Go through the data below and return each line where the string "main" occurs.
● ● ● ● ● ● ●
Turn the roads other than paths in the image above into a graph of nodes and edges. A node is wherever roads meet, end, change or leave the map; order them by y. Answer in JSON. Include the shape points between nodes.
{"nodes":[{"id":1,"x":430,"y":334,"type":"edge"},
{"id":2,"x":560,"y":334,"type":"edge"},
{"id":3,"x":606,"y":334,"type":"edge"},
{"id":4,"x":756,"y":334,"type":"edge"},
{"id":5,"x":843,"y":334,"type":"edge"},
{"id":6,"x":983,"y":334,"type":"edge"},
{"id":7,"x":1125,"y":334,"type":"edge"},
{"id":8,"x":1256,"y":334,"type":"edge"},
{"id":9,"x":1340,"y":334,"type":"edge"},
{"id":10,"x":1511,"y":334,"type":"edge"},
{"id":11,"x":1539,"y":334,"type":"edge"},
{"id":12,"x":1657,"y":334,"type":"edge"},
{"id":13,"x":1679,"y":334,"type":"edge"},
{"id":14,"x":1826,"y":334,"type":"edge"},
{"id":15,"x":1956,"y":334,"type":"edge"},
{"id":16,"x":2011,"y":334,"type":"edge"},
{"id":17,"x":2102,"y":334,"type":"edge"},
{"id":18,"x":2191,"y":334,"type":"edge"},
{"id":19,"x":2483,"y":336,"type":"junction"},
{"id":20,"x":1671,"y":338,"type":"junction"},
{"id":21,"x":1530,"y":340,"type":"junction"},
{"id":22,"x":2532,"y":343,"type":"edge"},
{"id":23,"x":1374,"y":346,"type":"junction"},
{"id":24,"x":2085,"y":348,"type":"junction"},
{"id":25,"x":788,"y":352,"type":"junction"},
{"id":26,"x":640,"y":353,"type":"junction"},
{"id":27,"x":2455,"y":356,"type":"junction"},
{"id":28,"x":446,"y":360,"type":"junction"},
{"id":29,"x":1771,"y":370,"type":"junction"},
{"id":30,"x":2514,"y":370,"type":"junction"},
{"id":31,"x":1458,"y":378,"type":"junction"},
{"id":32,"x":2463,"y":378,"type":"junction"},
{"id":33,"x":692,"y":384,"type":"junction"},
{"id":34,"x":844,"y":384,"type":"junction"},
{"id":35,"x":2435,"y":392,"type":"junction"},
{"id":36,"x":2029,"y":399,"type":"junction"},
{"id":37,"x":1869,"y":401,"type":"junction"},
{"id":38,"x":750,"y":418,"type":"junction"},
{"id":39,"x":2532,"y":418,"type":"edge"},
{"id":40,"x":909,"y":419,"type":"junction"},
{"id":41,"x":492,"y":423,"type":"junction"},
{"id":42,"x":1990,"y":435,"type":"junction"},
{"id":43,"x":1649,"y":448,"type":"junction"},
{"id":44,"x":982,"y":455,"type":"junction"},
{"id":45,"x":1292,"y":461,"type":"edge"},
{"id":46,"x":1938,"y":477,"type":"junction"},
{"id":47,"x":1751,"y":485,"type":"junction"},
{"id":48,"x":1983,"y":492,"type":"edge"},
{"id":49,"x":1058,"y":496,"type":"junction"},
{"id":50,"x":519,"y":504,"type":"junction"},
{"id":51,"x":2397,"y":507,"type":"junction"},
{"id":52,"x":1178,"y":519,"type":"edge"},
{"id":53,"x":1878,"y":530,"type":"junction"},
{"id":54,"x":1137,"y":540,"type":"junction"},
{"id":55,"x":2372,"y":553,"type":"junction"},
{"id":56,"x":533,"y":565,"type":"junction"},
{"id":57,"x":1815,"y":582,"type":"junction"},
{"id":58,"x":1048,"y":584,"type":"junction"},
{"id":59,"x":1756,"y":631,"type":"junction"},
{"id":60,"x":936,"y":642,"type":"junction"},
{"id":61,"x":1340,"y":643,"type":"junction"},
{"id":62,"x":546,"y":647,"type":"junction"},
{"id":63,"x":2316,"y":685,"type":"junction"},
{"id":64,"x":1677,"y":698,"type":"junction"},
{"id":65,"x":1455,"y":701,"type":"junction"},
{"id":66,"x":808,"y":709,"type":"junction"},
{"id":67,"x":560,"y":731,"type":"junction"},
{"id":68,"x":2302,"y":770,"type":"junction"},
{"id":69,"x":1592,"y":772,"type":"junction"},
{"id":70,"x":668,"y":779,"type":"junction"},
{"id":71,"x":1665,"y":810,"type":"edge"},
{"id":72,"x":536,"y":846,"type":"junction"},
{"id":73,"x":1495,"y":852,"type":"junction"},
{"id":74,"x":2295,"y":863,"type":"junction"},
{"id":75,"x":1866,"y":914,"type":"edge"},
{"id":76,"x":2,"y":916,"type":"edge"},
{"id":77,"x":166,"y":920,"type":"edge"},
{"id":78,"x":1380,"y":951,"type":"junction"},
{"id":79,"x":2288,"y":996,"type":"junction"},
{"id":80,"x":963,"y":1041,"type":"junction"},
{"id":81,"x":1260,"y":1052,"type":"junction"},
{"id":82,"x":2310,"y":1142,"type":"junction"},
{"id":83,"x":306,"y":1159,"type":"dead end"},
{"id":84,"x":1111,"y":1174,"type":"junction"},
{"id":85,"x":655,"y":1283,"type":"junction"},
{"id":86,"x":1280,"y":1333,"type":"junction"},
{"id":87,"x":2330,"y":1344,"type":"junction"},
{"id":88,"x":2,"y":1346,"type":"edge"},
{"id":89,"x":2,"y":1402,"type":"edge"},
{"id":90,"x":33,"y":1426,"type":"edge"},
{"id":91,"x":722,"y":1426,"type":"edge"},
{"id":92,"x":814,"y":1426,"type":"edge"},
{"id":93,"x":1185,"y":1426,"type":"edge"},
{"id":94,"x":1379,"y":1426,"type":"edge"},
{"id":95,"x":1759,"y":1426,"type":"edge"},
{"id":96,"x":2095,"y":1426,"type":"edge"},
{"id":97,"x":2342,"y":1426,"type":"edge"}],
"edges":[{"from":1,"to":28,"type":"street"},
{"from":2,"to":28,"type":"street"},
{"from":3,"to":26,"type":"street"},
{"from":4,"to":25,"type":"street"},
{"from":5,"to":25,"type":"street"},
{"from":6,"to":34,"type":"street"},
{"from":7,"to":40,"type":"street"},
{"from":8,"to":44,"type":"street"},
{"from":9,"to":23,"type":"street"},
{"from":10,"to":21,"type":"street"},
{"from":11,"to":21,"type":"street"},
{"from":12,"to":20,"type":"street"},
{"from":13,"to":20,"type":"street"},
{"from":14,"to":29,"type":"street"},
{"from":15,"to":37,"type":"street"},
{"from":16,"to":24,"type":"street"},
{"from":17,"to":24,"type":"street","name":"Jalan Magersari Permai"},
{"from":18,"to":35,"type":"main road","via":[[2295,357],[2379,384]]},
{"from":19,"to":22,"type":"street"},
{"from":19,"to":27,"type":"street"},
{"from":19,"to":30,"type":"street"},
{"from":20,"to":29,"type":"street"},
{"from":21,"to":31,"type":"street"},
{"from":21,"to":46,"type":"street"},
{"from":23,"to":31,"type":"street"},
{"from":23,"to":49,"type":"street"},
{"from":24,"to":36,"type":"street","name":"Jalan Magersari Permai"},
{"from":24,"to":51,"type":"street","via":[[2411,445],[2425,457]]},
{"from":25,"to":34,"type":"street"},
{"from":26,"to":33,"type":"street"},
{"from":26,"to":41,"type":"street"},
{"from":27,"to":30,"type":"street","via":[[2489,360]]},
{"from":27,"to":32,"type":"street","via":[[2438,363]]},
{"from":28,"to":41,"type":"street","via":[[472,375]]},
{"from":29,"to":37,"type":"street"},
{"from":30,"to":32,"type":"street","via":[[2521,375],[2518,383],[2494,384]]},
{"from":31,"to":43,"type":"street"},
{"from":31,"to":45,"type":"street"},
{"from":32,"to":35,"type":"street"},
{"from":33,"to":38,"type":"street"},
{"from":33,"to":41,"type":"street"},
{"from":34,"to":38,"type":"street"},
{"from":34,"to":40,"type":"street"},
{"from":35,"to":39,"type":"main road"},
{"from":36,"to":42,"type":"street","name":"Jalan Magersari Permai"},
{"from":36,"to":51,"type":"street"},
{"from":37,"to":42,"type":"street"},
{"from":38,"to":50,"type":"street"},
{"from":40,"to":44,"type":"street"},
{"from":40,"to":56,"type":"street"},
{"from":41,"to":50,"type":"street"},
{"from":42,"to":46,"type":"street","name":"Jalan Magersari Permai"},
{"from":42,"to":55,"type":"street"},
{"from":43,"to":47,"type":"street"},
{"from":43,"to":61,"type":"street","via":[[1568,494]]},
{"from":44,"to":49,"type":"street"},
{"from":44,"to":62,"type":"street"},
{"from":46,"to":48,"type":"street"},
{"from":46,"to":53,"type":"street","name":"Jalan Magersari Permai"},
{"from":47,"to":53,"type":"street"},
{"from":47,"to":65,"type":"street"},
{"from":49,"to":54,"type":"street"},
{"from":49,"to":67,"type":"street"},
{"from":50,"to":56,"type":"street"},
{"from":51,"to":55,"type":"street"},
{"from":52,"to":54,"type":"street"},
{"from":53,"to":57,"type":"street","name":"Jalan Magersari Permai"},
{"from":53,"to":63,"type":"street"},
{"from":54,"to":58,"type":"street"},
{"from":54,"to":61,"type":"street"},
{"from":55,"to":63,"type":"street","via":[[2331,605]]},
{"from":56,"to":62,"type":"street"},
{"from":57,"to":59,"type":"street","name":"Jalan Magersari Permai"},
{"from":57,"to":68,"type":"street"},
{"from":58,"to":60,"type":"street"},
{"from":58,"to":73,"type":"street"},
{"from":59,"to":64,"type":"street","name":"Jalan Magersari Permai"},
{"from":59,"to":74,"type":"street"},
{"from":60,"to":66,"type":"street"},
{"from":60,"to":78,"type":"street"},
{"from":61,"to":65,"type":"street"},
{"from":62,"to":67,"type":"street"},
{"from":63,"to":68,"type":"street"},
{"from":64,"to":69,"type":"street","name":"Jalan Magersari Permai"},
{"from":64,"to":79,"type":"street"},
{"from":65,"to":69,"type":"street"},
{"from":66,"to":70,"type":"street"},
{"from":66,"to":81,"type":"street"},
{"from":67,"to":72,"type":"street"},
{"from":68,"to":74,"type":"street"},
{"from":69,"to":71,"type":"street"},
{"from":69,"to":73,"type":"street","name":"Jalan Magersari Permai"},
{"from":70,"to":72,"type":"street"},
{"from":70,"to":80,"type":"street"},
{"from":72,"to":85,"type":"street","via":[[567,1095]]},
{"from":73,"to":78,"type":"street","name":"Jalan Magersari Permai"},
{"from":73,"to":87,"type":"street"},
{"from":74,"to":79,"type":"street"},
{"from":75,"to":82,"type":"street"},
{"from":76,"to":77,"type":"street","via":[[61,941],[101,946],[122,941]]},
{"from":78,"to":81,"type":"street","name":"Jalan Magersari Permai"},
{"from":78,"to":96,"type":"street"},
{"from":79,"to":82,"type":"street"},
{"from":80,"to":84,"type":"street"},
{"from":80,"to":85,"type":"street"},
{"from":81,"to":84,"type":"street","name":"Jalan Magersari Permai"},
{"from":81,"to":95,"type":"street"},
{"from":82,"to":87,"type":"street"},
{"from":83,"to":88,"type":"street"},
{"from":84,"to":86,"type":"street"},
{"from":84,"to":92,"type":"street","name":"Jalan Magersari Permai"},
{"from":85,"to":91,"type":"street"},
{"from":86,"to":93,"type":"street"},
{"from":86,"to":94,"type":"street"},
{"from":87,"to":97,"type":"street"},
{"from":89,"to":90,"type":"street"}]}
● ● ● ● ● ● ●
*RESPONSE:*
{"from":18,"to":35,"type":"main road","via":[[2295,357],[2379,384]]},
{"from":35,"to":39,"type":"main road"},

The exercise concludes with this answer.